Bach: Just a minute. The Japanese have applied to include 25 sports. At the 2014 Summer Youth Games in Nanjing last year, there was a Sports Lab where we showcased inline skating, skateboarding, wushu and climbing.
SPIEGEL: Do you think skateboarding belongs in the Olympics?
SPIEGEL: Golf will be included in the Rio 2016 Olympics. Not exactly a fashionable sport among young people.
Bach: The decision was made in 2009. And in fact, I do think that golf is popular among young people. Perhaps not on every continent, but that applies to a number of sports.
SPIEGEL: Do you know how much the golf course in Rio is costing?
Bach: I don't know. But it will be the first public golf course in Rio. So far, all the golf courses are private.
SPIEGEL: It's costing 20 million. A nature conservation area was destroyed to make way for it. Has the IOC not learnt anything?

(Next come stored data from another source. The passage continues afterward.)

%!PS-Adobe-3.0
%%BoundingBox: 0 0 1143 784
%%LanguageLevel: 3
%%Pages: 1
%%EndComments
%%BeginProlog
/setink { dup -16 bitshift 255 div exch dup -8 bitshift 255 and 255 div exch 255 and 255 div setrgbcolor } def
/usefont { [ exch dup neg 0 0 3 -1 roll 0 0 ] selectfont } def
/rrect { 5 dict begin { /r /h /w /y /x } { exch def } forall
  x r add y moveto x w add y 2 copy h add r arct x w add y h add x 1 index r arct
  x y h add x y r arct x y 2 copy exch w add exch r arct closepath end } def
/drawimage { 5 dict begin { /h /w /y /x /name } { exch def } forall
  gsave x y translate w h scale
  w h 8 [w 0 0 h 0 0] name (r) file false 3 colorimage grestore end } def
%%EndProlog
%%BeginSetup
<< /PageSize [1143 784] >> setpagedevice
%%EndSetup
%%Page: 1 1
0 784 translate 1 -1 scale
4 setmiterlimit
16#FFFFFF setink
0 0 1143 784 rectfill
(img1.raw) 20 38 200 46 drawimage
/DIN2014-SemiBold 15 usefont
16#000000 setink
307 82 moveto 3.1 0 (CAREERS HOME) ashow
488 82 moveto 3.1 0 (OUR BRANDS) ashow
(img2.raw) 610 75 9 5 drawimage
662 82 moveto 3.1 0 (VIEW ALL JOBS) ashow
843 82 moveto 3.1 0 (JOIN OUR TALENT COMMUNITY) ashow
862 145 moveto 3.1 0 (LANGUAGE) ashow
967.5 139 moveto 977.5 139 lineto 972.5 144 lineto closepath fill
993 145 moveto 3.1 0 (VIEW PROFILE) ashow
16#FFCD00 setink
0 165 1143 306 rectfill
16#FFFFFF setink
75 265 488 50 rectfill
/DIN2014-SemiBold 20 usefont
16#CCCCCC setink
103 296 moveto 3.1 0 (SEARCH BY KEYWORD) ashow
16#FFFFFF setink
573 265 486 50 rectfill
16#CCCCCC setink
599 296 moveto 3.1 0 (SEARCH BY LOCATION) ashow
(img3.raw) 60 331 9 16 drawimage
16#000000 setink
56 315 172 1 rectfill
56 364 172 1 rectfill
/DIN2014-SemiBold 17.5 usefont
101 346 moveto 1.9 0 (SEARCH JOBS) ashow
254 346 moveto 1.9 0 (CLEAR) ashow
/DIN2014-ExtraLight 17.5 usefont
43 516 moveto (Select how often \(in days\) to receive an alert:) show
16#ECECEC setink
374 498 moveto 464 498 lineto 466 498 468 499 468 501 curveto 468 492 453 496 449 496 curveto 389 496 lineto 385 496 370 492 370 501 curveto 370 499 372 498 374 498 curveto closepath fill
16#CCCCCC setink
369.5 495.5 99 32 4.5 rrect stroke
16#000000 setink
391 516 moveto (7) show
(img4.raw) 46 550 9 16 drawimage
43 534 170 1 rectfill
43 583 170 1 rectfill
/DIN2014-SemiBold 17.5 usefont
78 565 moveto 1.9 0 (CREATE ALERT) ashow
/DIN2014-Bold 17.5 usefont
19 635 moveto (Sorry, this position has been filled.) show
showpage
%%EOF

Bach: I spoke to the mayor of Rio and he told me that to compensate for the use of the nature conservation area, a new area has been afforested that's 17 times as big. Moreover, 625,000 seedlings have been planted on the golf course - plants that were there before the golf course was built. The city's clean water reserves aren't being used for the irrigation, which uses a revolving system. I'm no hydrotechnician but I know that the golf course doesn't have any adverse effects on the quantity or the quality of water reserves.

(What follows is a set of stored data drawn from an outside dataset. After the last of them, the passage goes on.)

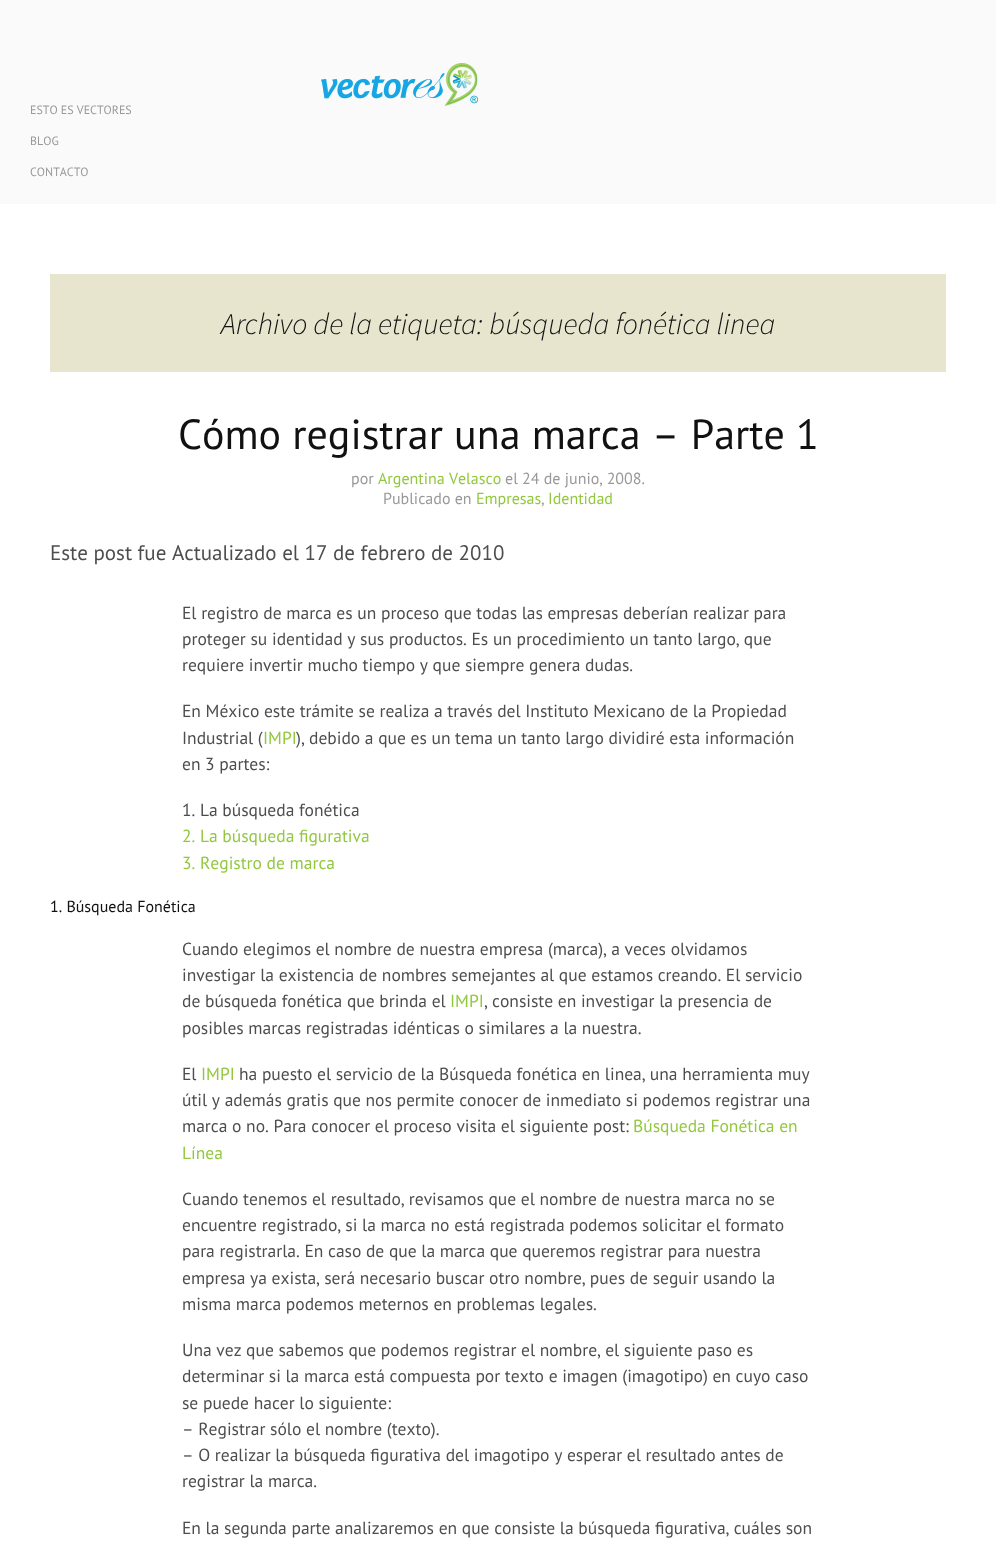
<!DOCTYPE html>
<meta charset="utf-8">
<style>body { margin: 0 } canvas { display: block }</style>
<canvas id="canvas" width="996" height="1547"></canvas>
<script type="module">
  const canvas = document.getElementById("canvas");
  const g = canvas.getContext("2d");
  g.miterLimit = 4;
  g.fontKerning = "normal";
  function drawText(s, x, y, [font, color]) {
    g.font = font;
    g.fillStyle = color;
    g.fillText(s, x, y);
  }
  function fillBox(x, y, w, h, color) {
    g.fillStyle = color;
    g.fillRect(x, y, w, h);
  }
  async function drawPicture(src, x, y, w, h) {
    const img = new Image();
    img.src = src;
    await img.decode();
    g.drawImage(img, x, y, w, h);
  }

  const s1 = ["12px PT Sans", "#999999"];
  const s2 = ["italic 300 30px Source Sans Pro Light", "#111111"];
  const s3 = ["42px PT Sans", "#111111"];
  const s4 = ["16px PT Sans", "#999999"];
  const s5 = ["16px PT Sans", "#92C83E"];
  const s6 = ["21px PT Sans", "#4D4D4D"];
  const s7 = ["17.5px PT Sans", "#4D4D4D"];
  const s8 = ["17.5px PT Sans", "#92C83E"];
  const s9 = ["16px PT Sans", "#111111"];

  fillBox(0, 0, 996, 1547, "#FFFFFF");
  fillBox(0, 0, 996, 204, "#FAFAFA");
  await drawPicture("pic1.png", 321, 63, 157, 43);
  drawText("ESTO ES VECTORES", 30, 114, s1);
  drawText("BLOG", 30, 145, s1);
  drawText("CONTACTO", 30, 176, s1);
  fillBox(50, 274, 896, 98, "#E8E5CE");
  drawText("Archivo de la etiqueta: búsqueda fonética linea", 221, 334, s2);
  drawText("Cómo registrar una marca – Parte 1", 178, 449, s3);
  drawText("por", 351, 484, s4);
  drawText("Argentina Velasco", 378, 484, s5);
  drawText("el 24 de junio, 2008.", 505, 484, s4);
  drawText("Publicado en", 383, 504, s4);
  drawText("Empresas", 476, 504, s5);
  drawText(",", 541, 504, s4);
  drawText("Identidad", 548, 504, s5);
  drawText("Este post fue Actualizado el 17 de febrero de 2010", 50, 560, s6);
  drawText("El registro de marca es un proceso que todas las empresas deberían realizar para", 182, 619, s7);
  drawText("proteger su identidad y sus productos. Es un procedimiento un tanto largo, que", 182, 645, s7);
  drawText("requiere invertir mucho tiempo y que siempre genera dudas.", 182, 671, s7);
  drawText("En México este trámite se realiza a través del Instituto Mexicano de la Propiedad", 182, 717, s7);
  drawText("Industrial (", 182, 744, s7);
  drawText("IMPI", 263, 744, s8);
  drawText("), debido a que es un tema un tanto largo dividiré esta información", 296, 744, s7);
  drawText("en 3 partes:", 182, 770, s7);
  drawText("1. La búsqueda fonética", 182, 816, s7);
  drawText("2. La búsqueda figurativa", 182, 842, s8);
  drawText("3. Registro de marca", 182, 869, s8);
  drawText("1. Búsqueda Fonética", 50, 912, s9);
  drawText("Cuando elegimos el nombre de nuestra empresa (marca), a veces olvidamos", 182, 955, s7);
  drawText("investigar la existencia de nombres semejantes al que estamos creando. El servicio", 182, 981, s7);
  drawText("de búsqueda fonética que brinda el", 182, 1007, s7);
  drawText("IMPI", 450, 1007, s8);
  drawText(", consiste en investigar la presencia de", 484, 1007, s7);
  drawText("posibles marcas registradas idénticas o similares a la nuestra.", 182, 1034, s7);
  drawText("El", 182, 1080, s7);
  drawText("IMPI", 201, 1080, s8);
  drawText("ha puesto el servicio de la Búsqueda fonética en linea, una herramienta muy", 239, 1080, s7);
  drawText("útil y además gratis que nos permite conocer de inmediato si podemos registrar una", 182, 1106, s7);
  drawText("marca o no. Para conocer el proceso visita el siguiente post:", 182, 1132, s7);
  drawText("Búsqueda Fonética en", 633, 1132, s8);
  drawText("Línea", 182, 1159, s8);
  drawText("Cuando tenemos el resultado, revisamos que el nombre de nuestra marca no se", 182, 1205, s7);
  drawText("encuentre registrado, si la marca no está registrada podemos solicitar el formato", 182, 1231, s7);
  drawText("para registrarla. En caso de que la marca que queremos registrar para nuestra", 182, 1257, s7);
  drawText("empresa ya exista, será necesario buscar otro nombre, pues de seguir usando la", 182, 1284, s7);
  drawText("misma marca podemos meternos en problemas legales.", 182, 1310, s7);
  drawText("Una vez que sabemos que podemos registrar el nombre, el siguiente paso es", 182, 1356, s7);
  drawText("determinar si la marca está compuesta por texto e imagen (imagotipo) en cuyo caso", 182, 1382, s7);
  drawText("se puede hacer lo siguiente:", 182, 1409, s7);
  drawText("– Registrar sólo el nombre (texto).", 182, 1435, s7);
  drawText("– O realizar la búsqueda figurativa del imagotipo y esperar el resultado antes de", 182, 1461, s7);
  drawText("registrar la marca.", 182, 1487, s7);
  drawText("En la segunda parte analizaremos en que consiste la búsqueda figurativa, cuáles son", 182, 1534, s7);
</script>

SPIEGEL: Sounds complicated.
Bach: Not everything in life is straightforward.
SPIEGEL: 60,000 trees have been felled to make way for slopes for the 2018 Pyeongchang Winter Olympics.

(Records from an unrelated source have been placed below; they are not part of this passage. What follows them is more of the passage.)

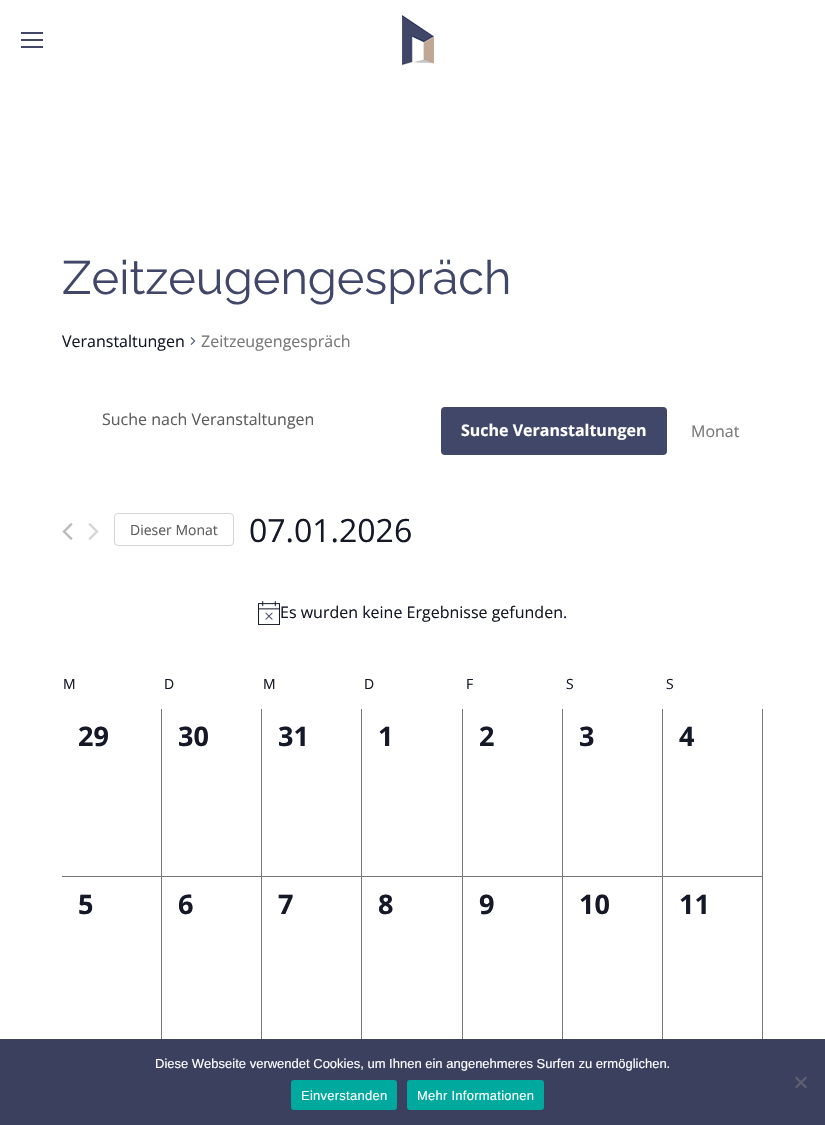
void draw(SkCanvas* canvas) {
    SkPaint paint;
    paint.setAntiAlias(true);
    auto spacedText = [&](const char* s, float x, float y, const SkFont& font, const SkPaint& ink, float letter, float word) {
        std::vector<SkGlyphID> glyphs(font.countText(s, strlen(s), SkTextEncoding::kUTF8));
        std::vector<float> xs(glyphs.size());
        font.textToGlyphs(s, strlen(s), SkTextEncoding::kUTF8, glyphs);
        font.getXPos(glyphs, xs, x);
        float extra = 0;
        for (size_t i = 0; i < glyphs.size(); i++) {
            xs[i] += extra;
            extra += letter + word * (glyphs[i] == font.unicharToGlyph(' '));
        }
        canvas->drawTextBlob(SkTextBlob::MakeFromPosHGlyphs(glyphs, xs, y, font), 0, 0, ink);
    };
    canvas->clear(0xFFFFFFFF);
    paint.setColor(0xFF414769);
    canvas->drawRect(SkRect::MakeXYWH(21, 32, 22, 2), paint);
    canvas->drawRect(SkRect::MakeXYWH(21, 39, 22, 2), paint);
    canvas->drawRect(SkRect::MakeXYWH(21, 46, 22, 2), paint);
    canvas->drawImageRect(SkImages::DeferredFromEncodedData(SkData::MakeFromFileName("img1.png")), SkRect::MakeXYWH(402, 15, 32, 50), SkSamplingOptions());
    SkFont font1(fontMgr->matchFamilyStyle("Raleway", SkFontStyle::Normal()), 47);
    font1.setSubpixel(true);
    canvas->drawString("Zeitzeugengespräch", 62, 294, font1, paint);
    SkFont font2(fontMgr->matchFamilyStyle("Open Sans", SkFontStyle::Normal()), 16);
    font2.setSubpixel(true);
    paint.setColor(0xFF141827);
    canvas->drawString("Veranstaltungen", 62, 347, font2, paint);
    canvas->drawImageRect(SkImages::DeferredFromEncodedData(SkData::MakeFromFileName("img2.png")), SkRect::MakeXYWH(190, 337, 6, 8), SkSamplingOptions());
    paint.setColor(0xFF777777);
    canvas->drawString("Zeitzeugengespräch", 201, 347, font2, paint);
    paint.setColor(0xFF5D5D5D);
    canvas->drawString("Suche nach Veranstaltungen", 102, 425, font2, paint);
    paint.setColor(0xFF414769);
    canvas->drawRoundRect(SkRect::MakeXYWH(441, 407, 226, 48), 4, 4, paint);
    SkFont font3(fontMgr->matchFamilyStyle("Open Sans", SkFontStyle::Bold()), 16);
    font3.setSubpixel(true);
    paint.setColor(0xFFFFFFFF);
    canvas->drawString("Suche Veranstaltungen", 461, 436, font3, paint);
    paint.setColor(0xFF777777);
    canvas->drawString("Monat", 691, 437, font2, paint);
    canvas->drawImageRect(SkImages::DeferredFromEncodedData(SkData::MakeFromFileName("img3.png")), SkRect::MakeXYWH(62, 523, 11, 17), SkSamplingOptions());
    canvas->drawImageRect(SkImages::DeferredFromEncodedData(SkData::MakeFromFileName("img4.png")), SkRect::MakeXYWH(88, 523, 11, 17), SkSamplingOptions());
    paint.setStyle(SkPaint::kStroke_Style);
    paint.setStrokeWidth(1);
    paint.setColor(0xFFD5D5D5);
    canvas->drawRoundRect(SkRect::MakeXYWH(114.5f, 513.5f, 119, 32), 3.5f, 3.5f, paint);
    SkFont font4(fontMgr->matchFamilyStyle("Open Sans", SkFontStyle::Normal()), 14);
    font4.setSubpixel(true);
    paint.setStyle(SkPaint::kFill_Style);
    paint.setColor(0xFF5D5D5D);
    canvas->drawString("Dieser Monat", 130, 535, font4, paint);
    SkFont font5(fontMgr->matchFamilyStyle("Open Sans", SkFontStyle::Normal()), 32);
    font5.setSubpixel(true);
    paint.setColor(0xFF141827);
    canvas->drawString("07.01.2026", 249, 542, font5, paint);
    canvas->drawImageRect(SkImages::DeferredFromEncodedData(SkData::MakeFromFileName("img5.png")), SkRect::MakeXYWH(258, 601, 22, 24), SkSamplingOptions());
    canvas->drawString("Es wurden keine Ergebnisse gefunden.", 280, 618, font2, paint);
    canvas->drawString("M", 63, 689, font4, paint);
    canvas->drawString("D", 164, 689, font4, paint);
    canvas->drawString("M", 263, 689, font4, paint);
    canvas->drawString("D", 364, 689, font4, paint);
    canvas->drawString("F", 466, 689, font4, paint);
    canvas->drawString("S", 566, 689, font4, paint);
    canvas->drawString("S", 666, 689, font4, paint);
    paint.setColor(0xFF777777);
    canvas->drawRect(SkRect::MakeXYWH(161, 709, 1, 336), paint);
    canvas->drawRect(SkRect::MakeXYWH(62, 876, 100, 1), paint);
    SkFont font6(fontMgr->matchFamilyStyle("Open Sans", SkFontStyle::Bold()), 27);
    font6.setSubpixel(true);
    paint.setColor(0xFF141827);
    canvas->drawString("29", 78, 746, font6, paint);
    paint.setColor(0xFF777777);
    canvas->drawRect(SkRect::MakeXYWH(261, 709, 1, 336), paint);
    canvas->drawRect(SkRect::MakeXYWH(162, 876, 100, 1), paint);
    paint.setColor(0xFF141827);
    canvas->drawString("30", 178, 746, font6, paint);
    paint.setColor(0xFF777777);
    canvas->drawRect(SkRect::MakeXYWH(361, 709, 1, 336), paint);
    canvas->drawRect(SkRect::MakeXYWH(262, 876, 100, 1), paint);
    paint.setColor(0xFF141827);
    canvas->drawString("31", 278, 746, font6, paint);
    paint.setColor(0xFF777777);
    canvas->drawRect(SkRect::MakeXYWH(462, 709, 1, 336), paint);
    canvas->drawRect(SkRect::MakeXYWH(362, 876, 101, 1), paint);
    paint.setColor(0xFF141827);
    canvas->drawString("1", 378, 746, font6, paint);
    paint.setColor(0xFF777777);
    canvas->drawRect(SkRect::MakeXYWH(562, 709, 1, 336), paint);
    canvas->drawRect(SkRect::MakeXYWH(463, 876, 100, 1), paint);
    paint.setColor(0xFF141827);
    canvas->drawString("2", 479, 746, font6, paint);
    paint.setColor(0xFF777777);
    canvas->drawRect(SkRect::MakeXYWH(662, 709, 1, 336), paint);
    canvas->drawRect(SkRect::MakeXYWH(563, 876, 100, 1), paint);
    paint.setColor(0xFF141827);
    canvas->drawString("3", 579, 746, font6, paint);
    paint.setColor(0xFF777777);
    canvas->drawRect(SkRect::MakeXYWH(762, 709, 1, 336), paint);
    canvas->drawRect(SkRect::MakeXYWH(663, 876, 100, 1), paint);
    paint.setColor(0xFF141827);
    canvas->drawString("4", 679, 746, font6, paint);
    canvas->drawString("5", 78, 914, font6, paint);
    canvas->drawString("6", 178, 914, font6, paint);
    canvas->drawString("7", 278, 914, font6, paint);
    canvas->drawString("8", 378, 914, font6, paint);
    canvas->drawString("9", 479, 914, font6, paint);
    canvas->drawString("10", 579, 914, font6, paint);
    canvas->drawString("11", 679, 914, font6, paint);
    paint.setColor(0xFF3C405F);
    canvas->drawRect(SkRect::MakeXYWH(0, 1039, 825, 86), paint);
    SkFont font7(fontMgr->matchFamilyStyle("Liberation Sans", SkFontStyle::Normal()), 13);
    font7.setSubpixel(true);
    paint.setColor(0xFFFFFFFF);
    canvas->drawString("Diese Webseite verwendet Cookies, um Ihnen ein angenehmeres Surfen zu ermöglichen.", 155, 1068, font7, paint);
    paint.setColor(0xFF5E6070);
    canvas->drawPath(SkPathBuilder().moveTo(805.5f, 1076.5f).lineTo(807, 1078).lineTo(796.5f, 1088.5f).lineTo(795, 1087).close().detach(), paint);
    canvas->drawPath(SkPathBuilder().moveTo(795, 1078).lineTo(796.5f, 1076.5f).lineTo(807, 1087).lineTo(805.5f, 1088.5f).close().detach(), paint);
    paint.setColor(0xFF00A99D);
    canvas->drawRoundRect(SkRect::MakeXYWH(291, 1080, 106, 30), 3, 3, paint);
    paint.setColor(0xFFFFFFFF);
    spacedText("Einverstanden", 301, 1100, font7, paint, 0.25f, 0);
    paint.setColor(0xFF00A99D);
    canvas->drawRoundRect(SkRect::MakeXYWH(407, 1080, 137, 30), 3, 3, paint);
    paint.setColor(0xFFFFFFFF);
    spacedText("Mehr Informationen", 417, 1100, font7, paint, 0.25f, 0);
}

Bach: For a start, we proposed to the organizational committee that another slope could be used, but that's not what they wanted. Secondly, the South Koreans told us that everything was being done in accordance with national rules and regulations.
SPIEGEL: But the law is one thing, common sense is another thing entirely.
Bach: Let me remind you of the first part of my last answer.
SPIEGEL: The IOC boosted transparency in the wake of the 2002 Olympic Winter Games bid scandal. How come the IOC succeeded where Fifa failed?
Bach: The IOC implemented sweeping reforms. For example, it limited the term of office of executive members and the president and reduced the age limit to 70. IOC members are also barred from visiting countries that are bidding.
SPIEGEL: Fifa president Joseph Blatter announced his resignation. But what does Fifa need to do to regain its lost credibility?
Bach: Fifa needs to do two things: First, it needs to launch an extensive investigation into the allegations and establish exactly what happened, and secondly, it needs to introduce major structural reform.
SPIEGEL: Can you understand why the IOC also has an image problem?
Bach: I don't see that it does. I have met over 120 heads of state and government since assuming office. Everywhere I go, I encounter enormous interest and often, considerable good will. The IOC is an official United Nations General assembly observer. Moreover, no business, no television station would sign deals with us that are valid until 2031 if they didn't trust the IOC. Consolidating ties to us that are long-term and financially valuable is the best evidence of trust there is.
SPIEGEL: The bids to host the 2022 Winter Olympics in Graubünden, Cracow, Stockholm and Munich failed because of public opposition. A referendum will be held in Hamburg this fall that will determine whether the city will bid to host the 2024 Summer Olympics. Are you worried about the result?
Bach: No. I'm not an opinion pollster but based on everything I've heard, there is broad support in Hamburg. There were serious communication problems in Graubünden and Munich, which is why the local referenda failed. For example, it was not made clear that the IOC earmarks $880 million for the organizers.
SPIEGEL: The Euro 2024 looks set to be held in Germany. Could this pose a problem?
Bach: No. A country such as Germany, which is both economically robust and enthusiastic about sport, will be able to cope.
SPIEGEL: You're not saying anything .
Bach: Despite the fact my position demands I remain neutral, I would be delighted if Germany hosted the Olympic Games.